Our methods development will enable us, and the scientific community, to make the most of today's available GRACE data. Well-constrained mass flux rates from Earth's polar regions, and their errors, and the robust detection, analysis and modeling of the coseismic deformation from large earthquakes will stand alone as scientific results, but they will also feed back into climate research, glaciology, seismology, and geodesy. Even more broadly than that, the problems we solve are relevant in providing new estimation methods for noisy and incomplete data distributed on a sphere, in the most general sense, e.g. as used in biomedical and statistical research, in physics, cosmology and computer science.

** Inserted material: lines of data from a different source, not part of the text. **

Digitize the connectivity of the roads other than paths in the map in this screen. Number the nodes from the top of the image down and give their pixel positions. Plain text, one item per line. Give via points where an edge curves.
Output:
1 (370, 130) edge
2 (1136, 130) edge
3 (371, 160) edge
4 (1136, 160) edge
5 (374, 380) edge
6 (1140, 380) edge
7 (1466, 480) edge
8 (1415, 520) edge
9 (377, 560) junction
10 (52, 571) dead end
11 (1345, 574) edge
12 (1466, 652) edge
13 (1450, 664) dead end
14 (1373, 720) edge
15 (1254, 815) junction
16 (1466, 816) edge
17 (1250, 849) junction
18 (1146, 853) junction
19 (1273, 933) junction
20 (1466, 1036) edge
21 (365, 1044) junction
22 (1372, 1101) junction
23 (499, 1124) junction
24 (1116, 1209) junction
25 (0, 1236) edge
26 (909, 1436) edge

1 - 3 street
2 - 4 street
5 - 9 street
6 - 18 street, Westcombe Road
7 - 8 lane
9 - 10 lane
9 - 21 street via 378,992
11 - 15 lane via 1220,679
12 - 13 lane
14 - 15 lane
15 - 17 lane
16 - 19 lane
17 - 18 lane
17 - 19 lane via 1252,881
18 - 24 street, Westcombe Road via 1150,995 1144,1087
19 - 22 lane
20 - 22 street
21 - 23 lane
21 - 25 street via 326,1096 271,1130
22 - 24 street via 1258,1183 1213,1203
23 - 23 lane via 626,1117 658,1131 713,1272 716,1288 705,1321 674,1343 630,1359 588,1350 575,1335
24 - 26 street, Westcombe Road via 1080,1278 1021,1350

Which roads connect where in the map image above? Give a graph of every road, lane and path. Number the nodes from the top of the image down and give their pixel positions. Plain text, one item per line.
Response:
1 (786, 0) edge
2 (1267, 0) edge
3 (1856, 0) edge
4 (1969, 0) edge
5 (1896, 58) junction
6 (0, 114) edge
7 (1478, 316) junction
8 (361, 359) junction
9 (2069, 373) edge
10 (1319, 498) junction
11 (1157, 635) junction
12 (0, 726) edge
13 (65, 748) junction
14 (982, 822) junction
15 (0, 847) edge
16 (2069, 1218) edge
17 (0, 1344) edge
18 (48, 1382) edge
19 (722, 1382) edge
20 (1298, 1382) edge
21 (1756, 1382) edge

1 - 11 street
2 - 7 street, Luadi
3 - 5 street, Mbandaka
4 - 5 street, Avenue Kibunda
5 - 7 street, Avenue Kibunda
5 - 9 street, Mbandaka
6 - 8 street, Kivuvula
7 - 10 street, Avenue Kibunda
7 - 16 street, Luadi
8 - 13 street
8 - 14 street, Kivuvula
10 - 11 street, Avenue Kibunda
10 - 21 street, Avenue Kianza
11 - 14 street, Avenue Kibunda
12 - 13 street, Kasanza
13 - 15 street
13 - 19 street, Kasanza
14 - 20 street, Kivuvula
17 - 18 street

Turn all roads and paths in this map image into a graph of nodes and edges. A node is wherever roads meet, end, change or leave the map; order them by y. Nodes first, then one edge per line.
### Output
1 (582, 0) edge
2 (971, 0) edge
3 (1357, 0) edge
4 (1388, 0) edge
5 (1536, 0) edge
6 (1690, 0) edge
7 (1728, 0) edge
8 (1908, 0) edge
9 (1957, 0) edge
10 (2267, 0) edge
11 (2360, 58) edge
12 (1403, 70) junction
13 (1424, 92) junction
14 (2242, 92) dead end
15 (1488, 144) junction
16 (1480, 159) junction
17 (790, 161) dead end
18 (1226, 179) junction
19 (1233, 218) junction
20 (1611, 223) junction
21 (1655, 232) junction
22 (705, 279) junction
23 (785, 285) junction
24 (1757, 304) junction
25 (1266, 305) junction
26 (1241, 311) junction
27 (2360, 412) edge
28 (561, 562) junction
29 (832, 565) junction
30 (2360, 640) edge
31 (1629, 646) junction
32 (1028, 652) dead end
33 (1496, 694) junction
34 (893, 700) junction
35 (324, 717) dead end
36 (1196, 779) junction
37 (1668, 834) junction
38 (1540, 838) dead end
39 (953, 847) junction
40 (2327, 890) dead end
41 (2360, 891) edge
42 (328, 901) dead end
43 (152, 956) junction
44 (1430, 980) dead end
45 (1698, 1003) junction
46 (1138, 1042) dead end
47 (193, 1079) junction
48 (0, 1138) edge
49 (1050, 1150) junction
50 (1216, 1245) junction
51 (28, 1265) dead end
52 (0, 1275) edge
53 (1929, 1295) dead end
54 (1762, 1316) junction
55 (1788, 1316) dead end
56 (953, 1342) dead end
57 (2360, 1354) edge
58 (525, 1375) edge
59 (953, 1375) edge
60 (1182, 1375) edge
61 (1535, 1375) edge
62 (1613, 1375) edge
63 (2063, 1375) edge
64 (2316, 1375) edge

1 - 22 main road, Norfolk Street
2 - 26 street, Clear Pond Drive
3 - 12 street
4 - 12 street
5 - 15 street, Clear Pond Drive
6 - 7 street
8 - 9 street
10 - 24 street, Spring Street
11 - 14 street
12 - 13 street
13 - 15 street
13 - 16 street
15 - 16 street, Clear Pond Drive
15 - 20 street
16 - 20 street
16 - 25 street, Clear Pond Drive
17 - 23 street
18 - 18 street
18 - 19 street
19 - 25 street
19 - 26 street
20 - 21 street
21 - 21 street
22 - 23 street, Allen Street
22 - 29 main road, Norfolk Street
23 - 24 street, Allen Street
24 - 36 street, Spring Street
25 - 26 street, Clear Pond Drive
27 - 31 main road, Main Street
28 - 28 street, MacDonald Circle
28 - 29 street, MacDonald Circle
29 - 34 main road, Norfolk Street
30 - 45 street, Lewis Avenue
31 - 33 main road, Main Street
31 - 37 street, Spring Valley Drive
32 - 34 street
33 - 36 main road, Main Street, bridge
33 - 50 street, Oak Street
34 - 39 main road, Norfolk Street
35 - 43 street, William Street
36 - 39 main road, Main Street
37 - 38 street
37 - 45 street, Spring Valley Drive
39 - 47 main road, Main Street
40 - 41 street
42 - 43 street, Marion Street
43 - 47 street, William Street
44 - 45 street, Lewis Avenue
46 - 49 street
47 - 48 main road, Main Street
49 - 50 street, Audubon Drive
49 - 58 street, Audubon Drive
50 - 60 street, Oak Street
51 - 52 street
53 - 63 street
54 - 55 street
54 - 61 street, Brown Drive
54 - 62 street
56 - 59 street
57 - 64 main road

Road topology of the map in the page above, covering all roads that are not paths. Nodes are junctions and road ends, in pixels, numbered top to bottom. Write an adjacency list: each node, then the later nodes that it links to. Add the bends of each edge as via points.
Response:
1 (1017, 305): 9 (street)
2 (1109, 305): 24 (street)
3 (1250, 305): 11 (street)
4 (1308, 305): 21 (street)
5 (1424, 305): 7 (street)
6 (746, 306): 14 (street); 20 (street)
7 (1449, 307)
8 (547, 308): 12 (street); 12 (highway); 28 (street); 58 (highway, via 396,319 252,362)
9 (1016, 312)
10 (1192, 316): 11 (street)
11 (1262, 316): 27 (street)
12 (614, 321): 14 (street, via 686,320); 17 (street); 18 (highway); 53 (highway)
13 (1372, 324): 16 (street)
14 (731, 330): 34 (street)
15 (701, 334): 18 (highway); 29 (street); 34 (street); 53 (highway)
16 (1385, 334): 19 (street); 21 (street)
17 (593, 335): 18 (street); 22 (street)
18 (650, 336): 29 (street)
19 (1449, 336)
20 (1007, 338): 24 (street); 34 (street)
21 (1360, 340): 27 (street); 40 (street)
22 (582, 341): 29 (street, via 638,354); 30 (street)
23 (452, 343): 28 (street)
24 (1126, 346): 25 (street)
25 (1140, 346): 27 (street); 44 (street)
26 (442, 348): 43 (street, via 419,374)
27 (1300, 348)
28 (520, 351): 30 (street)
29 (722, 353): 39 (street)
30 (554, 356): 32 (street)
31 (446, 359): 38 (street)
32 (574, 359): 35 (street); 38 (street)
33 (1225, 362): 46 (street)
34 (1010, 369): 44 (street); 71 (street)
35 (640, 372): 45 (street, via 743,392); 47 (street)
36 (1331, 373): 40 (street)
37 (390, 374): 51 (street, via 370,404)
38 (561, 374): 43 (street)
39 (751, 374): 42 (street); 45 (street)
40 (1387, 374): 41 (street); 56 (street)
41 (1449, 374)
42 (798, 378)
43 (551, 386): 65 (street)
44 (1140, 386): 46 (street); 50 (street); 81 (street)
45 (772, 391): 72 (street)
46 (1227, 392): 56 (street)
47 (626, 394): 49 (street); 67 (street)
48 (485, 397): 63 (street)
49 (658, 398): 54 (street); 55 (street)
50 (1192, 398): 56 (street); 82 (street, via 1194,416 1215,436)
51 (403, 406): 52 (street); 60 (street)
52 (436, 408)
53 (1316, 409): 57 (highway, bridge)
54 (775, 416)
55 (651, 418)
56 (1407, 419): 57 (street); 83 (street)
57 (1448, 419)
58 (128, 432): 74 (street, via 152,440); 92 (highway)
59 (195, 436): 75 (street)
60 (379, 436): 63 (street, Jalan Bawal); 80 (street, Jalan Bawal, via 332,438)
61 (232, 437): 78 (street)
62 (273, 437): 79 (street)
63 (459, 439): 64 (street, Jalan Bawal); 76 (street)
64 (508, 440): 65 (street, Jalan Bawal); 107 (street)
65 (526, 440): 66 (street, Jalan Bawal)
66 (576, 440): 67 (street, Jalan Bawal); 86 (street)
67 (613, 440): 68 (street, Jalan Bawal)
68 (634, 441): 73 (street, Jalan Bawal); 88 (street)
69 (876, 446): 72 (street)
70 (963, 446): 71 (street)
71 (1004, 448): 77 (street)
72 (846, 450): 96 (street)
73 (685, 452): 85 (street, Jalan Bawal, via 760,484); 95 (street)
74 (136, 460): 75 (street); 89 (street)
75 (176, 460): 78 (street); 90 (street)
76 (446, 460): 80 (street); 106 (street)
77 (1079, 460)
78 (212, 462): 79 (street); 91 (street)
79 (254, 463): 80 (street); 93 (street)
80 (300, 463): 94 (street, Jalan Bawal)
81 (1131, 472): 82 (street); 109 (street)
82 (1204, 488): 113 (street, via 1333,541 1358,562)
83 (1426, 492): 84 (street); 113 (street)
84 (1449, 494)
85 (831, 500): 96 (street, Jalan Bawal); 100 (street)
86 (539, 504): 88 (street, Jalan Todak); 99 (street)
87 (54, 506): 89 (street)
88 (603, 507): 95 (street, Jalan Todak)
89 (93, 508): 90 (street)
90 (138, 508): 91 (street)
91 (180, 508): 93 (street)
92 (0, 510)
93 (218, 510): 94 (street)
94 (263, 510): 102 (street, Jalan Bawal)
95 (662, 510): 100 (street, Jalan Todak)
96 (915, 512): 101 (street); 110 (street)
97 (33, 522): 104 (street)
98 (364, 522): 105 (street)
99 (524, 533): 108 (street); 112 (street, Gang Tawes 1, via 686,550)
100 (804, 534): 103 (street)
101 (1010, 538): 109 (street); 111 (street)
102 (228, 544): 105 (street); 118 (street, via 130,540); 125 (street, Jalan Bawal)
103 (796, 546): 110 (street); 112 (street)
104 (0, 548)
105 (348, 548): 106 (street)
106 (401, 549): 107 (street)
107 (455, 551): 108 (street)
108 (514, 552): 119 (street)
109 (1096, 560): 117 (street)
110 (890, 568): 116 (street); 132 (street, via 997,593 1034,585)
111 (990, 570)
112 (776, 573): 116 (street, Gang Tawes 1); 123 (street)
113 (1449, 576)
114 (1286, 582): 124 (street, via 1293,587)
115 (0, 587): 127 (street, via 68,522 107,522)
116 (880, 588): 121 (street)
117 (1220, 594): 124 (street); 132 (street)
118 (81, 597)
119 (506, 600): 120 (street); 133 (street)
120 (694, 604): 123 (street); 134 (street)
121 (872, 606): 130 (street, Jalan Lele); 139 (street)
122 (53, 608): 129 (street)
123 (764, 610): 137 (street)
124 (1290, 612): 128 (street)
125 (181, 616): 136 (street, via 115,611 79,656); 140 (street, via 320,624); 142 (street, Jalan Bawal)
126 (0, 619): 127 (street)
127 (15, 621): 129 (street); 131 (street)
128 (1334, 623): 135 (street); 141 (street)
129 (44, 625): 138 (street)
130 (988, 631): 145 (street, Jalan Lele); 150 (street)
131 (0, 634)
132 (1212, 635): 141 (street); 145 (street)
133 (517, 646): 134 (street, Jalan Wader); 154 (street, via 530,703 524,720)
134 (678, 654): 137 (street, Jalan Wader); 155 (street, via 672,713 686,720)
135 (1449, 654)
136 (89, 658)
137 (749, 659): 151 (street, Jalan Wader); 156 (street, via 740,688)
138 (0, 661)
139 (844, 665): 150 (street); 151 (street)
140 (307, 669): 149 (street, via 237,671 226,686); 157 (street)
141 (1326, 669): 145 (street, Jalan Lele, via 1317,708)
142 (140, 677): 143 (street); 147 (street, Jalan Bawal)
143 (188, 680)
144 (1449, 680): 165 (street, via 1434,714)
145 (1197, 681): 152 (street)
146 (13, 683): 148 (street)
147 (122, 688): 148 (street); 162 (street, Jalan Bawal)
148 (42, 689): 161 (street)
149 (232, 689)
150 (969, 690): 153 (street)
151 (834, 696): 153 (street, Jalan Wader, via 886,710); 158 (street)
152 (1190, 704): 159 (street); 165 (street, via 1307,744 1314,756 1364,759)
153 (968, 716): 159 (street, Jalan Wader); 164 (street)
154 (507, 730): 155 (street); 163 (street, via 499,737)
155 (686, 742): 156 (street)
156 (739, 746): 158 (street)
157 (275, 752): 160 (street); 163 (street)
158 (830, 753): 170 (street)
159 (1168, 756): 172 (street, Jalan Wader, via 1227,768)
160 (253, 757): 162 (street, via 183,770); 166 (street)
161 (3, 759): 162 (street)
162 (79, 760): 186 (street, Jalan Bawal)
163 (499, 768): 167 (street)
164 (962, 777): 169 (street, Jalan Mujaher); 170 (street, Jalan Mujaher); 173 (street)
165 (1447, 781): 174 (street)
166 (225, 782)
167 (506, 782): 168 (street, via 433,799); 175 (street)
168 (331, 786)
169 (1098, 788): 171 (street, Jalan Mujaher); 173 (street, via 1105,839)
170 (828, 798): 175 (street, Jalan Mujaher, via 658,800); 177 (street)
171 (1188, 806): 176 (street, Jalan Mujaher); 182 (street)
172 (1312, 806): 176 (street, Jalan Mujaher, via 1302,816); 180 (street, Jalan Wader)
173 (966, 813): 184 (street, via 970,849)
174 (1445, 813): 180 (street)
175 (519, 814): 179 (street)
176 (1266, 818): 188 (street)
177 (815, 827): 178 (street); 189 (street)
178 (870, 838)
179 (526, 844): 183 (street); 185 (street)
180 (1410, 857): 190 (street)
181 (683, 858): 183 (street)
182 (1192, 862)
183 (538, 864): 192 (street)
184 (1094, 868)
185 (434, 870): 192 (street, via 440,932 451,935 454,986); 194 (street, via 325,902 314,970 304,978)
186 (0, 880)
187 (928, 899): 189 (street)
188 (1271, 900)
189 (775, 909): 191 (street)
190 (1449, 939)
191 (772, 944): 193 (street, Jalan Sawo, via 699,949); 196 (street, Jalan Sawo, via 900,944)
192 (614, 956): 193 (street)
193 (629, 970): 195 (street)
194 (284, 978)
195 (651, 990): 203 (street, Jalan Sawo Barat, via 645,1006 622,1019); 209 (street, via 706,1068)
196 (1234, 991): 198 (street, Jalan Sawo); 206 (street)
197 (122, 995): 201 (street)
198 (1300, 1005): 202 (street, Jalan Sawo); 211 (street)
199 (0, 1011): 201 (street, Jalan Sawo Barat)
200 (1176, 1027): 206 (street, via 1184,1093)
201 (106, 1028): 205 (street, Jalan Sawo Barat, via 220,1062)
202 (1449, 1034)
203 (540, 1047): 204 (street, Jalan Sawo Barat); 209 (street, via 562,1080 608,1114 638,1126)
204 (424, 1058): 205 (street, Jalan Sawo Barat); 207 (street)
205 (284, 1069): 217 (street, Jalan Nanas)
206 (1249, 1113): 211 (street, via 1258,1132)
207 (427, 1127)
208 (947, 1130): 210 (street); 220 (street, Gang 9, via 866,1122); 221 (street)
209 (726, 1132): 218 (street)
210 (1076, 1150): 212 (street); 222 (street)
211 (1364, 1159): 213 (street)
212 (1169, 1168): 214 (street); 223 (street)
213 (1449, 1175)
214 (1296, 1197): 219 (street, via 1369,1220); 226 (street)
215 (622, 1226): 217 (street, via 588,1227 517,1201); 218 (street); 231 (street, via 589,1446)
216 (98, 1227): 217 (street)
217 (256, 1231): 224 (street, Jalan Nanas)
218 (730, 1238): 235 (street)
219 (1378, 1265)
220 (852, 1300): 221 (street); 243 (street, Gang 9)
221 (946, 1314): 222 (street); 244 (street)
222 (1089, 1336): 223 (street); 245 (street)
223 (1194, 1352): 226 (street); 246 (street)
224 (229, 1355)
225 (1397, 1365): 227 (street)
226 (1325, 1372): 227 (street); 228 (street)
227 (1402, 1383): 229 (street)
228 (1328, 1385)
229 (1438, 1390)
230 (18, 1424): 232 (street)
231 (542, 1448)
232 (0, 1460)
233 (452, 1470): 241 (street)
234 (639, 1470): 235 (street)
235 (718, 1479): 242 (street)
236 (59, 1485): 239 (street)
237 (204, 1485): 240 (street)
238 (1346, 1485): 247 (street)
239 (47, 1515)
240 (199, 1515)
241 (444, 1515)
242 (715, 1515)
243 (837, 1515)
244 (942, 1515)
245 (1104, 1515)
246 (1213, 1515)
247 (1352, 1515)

We develop a new mathematical technique for the inversion of GRACE data, which are noisy and incomplete. Central to this effort is the development of "noise-cognizant Slepian functions'', a function basis, alternative to spherical harmonics, that is eminently suited to represent and analyze geographically localized, bandlimited, signals on the sphere. No longer producing only spatial averages of the signal, nor reprocessing global models based on spherical harmonics, we perform inversions on time series of the inter-satellite potential difference derived from GRACE, directly in this basis. From this we recover estimates of the entire spatial dependence of the mass gain/loss in ice-covered regions and hydrological basins, as well as estimates of the gravity perturbations accompanying large earthquakes. The former are important to science and society per se, the latter add information on a different temporal and spatial scale to that which can be had from GPS measurements or seismological data.
This project is supported by the Geophysics, Arctic Natural Sciences, and Antarctic Earth Sciences Programs.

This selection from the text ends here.